U.S. Attorney Joe Hogsett is poised to run from his newly high-profile seat over in the federal building, and if Democratic bosses pay attention this time, they will eschew running unqualified—and unelectable—people for that spot.
Democratic Sheriff John Layton managed to make a complete shambles of the prior administration’s efforts to consolidate the sheriff and police. Now he’s got more people, more cars and a bigger budget than Frank Anderson had when the merger took place.
No Republican could have survived such a ridiculously expensive and counterproductive move, but with a Democrat in the position, the media is at least forgiving if not totally in the bag with him.
A quick look at Center Township demonstrates the point. I have often said that, in the city’s center, in order to get votes for the 7th District congressional seat, it was imperative that the candidate be Democratic, black and named Carson. So, well beyond the politics of race and name recognition, there is a predisposition toward not just keeping the same power base in place, but also an antipathy toward any candidate who fails to meet all those criteria.

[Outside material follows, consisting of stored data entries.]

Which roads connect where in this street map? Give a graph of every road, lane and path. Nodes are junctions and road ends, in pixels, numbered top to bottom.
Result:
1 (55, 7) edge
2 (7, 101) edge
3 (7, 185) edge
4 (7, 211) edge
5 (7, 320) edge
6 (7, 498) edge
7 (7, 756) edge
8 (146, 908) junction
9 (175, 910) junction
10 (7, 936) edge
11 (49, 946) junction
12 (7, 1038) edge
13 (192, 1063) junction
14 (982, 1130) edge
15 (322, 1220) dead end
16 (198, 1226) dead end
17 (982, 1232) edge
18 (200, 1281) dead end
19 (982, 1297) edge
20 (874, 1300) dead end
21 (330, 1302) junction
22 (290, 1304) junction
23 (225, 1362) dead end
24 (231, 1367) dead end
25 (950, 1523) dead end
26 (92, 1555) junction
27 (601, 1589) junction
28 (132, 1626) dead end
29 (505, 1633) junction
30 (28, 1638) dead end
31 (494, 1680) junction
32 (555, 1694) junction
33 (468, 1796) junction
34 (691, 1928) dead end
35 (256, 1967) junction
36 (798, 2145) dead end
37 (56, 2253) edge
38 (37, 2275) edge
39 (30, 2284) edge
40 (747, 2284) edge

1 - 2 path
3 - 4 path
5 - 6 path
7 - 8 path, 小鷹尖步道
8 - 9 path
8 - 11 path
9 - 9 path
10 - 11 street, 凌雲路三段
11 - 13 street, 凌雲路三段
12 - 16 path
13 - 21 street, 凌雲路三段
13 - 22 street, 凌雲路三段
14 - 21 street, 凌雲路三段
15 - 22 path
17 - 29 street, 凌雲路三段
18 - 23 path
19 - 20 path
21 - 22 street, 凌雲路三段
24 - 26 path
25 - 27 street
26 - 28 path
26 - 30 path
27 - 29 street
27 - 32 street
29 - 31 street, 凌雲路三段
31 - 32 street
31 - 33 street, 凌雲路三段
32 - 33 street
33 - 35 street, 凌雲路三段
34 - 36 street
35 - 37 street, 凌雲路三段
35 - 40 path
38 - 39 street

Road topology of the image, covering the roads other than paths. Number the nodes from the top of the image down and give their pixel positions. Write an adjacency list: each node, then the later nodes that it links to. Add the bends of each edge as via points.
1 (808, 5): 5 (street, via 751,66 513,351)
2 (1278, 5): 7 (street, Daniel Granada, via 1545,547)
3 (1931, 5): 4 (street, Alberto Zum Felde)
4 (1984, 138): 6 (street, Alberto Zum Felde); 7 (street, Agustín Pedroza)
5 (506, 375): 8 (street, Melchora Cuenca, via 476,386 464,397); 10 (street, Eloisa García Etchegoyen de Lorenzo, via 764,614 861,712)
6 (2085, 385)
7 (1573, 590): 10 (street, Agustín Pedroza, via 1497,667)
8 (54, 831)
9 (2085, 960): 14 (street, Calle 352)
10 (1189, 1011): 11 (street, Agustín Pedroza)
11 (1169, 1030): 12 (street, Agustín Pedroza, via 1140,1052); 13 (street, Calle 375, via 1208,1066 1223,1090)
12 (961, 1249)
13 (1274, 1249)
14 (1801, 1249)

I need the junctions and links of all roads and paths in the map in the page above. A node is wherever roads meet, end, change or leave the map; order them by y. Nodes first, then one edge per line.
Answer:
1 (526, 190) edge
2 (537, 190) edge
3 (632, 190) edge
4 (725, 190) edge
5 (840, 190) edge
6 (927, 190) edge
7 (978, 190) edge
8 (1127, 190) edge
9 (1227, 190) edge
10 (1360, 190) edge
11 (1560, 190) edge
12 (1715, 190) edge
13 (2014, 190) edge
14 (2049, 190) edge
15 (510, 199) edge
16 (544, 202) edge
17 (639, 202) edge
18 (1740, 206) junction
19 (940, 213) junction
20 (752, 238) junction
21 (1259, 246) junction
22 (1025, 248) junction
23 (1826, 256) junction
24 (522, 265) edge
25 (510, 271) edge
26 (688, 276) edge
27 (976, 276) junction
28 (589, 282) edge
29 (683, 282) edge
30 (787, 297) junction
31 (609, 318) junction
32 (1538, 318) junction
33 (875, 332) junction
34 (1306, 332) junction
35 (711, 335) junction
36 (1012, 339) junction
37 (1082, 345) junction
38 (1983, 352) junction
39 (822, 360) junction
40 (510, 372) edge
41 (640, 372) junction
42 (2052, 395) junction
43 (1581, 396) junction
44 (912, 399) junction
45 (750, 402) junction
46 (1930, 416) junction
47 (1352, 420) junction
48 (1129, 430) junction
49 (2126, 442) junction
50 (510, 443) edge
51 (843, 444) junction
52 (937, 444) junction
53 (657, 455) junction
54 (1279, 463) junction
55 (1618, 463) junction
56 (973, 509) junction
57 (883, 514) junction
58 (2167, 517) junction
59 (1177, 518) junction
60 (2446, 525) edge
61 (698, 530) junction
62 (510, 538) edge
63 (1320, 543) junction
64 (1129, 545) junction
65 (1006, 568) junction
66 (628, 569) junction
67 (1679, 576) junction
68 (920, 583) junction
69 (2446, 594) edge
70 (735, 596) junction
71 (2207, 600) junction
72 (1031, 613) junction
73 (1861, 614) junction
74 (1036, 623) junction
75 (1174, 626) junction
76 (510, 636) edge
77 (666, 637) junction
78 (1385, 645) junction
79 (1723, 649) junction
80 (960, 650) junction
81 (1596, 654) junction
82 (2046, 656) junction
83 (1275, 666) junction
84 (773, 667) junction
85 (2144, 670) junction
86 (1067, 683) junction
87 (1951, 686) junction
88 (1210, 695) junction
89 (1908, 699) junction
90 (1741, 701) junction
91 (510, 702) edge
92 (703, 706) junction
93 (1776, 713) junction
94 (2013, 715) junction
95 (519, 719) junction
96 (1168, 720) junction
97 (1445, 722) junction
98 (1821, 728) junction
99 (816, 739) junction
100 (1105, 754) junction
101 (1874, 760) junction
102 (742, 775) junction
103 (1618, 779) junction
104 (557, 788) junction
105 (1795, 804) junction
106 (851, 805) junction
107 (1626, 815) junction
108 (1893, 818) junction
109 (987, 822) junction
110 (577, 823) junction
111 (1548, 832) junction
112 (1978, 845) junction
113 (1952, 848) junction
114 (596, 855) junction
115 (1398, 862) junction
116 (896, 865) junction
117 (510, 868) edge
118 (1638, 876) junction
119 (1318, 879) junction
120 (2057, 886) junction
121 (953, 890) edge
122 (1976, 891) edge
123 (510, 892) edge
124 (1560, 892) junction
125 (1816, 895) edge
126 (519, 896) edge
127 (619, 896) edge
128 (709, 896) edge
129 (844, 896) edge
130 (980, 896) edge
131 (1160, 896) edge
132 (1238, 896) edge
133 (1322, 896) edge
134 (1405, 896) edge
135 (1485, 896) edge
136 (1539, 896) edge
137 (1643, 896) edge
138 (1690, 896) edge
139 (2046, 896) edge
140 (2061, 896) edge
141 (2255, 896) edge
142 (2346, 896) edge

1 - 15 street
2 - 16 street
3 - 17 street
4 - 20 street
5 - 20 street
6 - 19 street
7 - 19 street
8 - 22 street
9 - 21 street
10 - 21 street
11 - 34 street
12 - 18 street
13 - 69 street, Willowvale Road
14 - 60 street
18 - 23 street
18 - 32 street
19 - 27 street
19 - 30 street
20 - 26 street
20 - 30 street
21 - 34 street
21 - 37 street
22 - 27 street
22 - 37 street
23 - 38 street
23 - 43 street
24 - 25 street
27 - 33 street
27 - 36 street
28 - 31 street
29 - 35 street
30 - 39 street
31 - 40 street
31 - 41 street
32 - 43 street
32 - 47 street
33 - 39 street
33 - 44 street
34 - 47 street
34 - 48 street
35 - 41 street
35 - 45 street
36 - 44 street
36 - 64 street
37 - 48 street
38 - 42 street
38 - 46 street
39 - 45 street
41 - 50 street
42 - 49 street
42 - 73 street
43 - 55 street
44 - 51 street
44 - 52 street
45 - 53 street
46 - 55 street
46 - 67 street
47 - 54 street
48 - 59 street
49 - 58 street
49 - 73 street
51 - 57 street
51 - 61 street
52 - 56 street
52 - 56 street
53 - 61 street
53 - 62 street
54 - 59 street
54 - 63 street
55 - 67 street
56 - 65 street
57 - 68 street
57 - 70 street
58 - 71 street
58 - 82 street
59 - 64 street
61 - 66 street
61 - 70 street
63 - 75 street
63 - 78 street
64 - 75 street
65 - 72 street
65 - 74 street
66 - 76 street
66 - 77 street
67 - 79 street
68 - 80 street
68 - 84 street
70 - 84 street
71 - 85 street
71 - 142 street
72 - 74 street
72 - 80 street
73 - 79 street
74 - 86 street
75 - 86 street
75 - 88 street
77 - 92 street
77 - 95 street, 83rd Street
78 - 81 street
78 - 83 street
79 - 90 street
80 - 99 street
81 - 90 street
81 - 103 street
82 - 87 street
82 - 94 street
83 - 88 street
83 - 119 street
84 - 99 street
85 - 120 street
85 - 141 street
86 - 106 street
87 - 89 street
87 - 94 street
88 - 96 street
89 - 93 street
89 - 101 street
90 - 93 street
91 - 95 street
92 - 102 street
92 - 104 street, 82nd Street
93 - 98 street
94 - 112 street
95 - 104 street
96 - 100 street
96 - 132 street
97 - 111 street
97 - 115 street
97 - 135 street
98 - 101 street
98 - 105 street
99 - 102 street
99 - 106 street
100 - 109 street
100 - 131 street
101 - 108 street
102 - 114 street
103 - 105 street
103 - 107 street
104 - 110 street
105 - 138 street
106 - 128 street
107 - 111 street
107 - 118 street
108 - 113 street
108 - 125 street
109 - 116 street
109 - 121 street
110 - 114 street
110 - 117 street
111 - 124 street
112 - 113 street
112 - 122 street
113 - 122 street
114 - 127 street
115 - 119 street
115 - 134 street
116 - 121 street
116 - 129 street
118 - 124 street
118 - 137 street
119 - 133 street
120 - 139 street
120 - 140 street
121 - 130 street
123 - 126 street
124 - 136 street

Assuming facts not in evidence—that Mayor Ballard doesn’t run again, that the ascendancy of Democrats is what it looks like it is, and that populous Center Township remains exclusively the domain of Democrats—Indianapolis will become yet another large metro area that falls into the crony-infested hands of Chicago-, NYC-, Philadelphia-, New Orleans- and St. Louis-type machine politicians.
History is most unkind to Democratic administrations in city government. They spend what they don’t have and program graft and corruption into the very fabric of their personnel, and the longer they’re in power, the worse the fiscal house falls into disarray.
Bart Peterson took over what, by his own admission, was a well-oiled and lean government when Goldsmith passed the baton. In about six years, the place was financially upside-down, and the stupid handling of the water company and the near-collapse of the police department had demonstrated for anyone who might look that they all had no place in positions of authority.
Enter the “Marine who would be mayor.” Adult supervision. Cost cuts, trimming of department budgets, astute and immediately productive approaches with the governor and the Legislature and a Republican council all working together to avoid bankruptcy and pave the way for a vibrancy that this place has just never seen before.
But all that stops if history and political realities are examined. Paying off one’s cronies and installing a leftist-only mentality might make the party faithful smile, but it’s a poor excuse for governance. Just ask the residents in New Orleans, who’ve been led—sort of—by Democrats for generations, or the poor folk of Chicago, where the only disarmed and defenseless portion of the population is the law-abiding, poverty-laden residents of the urban areas.
Some will embrace the (il)logic that this time it will be different. Or not.
In point of fact, those who so blindly and perpetually vote by party only really don’t care much about the result, as long as they have the big-boy chair at the end.
And there lies the root of its evil; the blocking and tackling of city (or national, for that matter) governance is of no moment to Democrats who seek position rather than accomplishment of the common good.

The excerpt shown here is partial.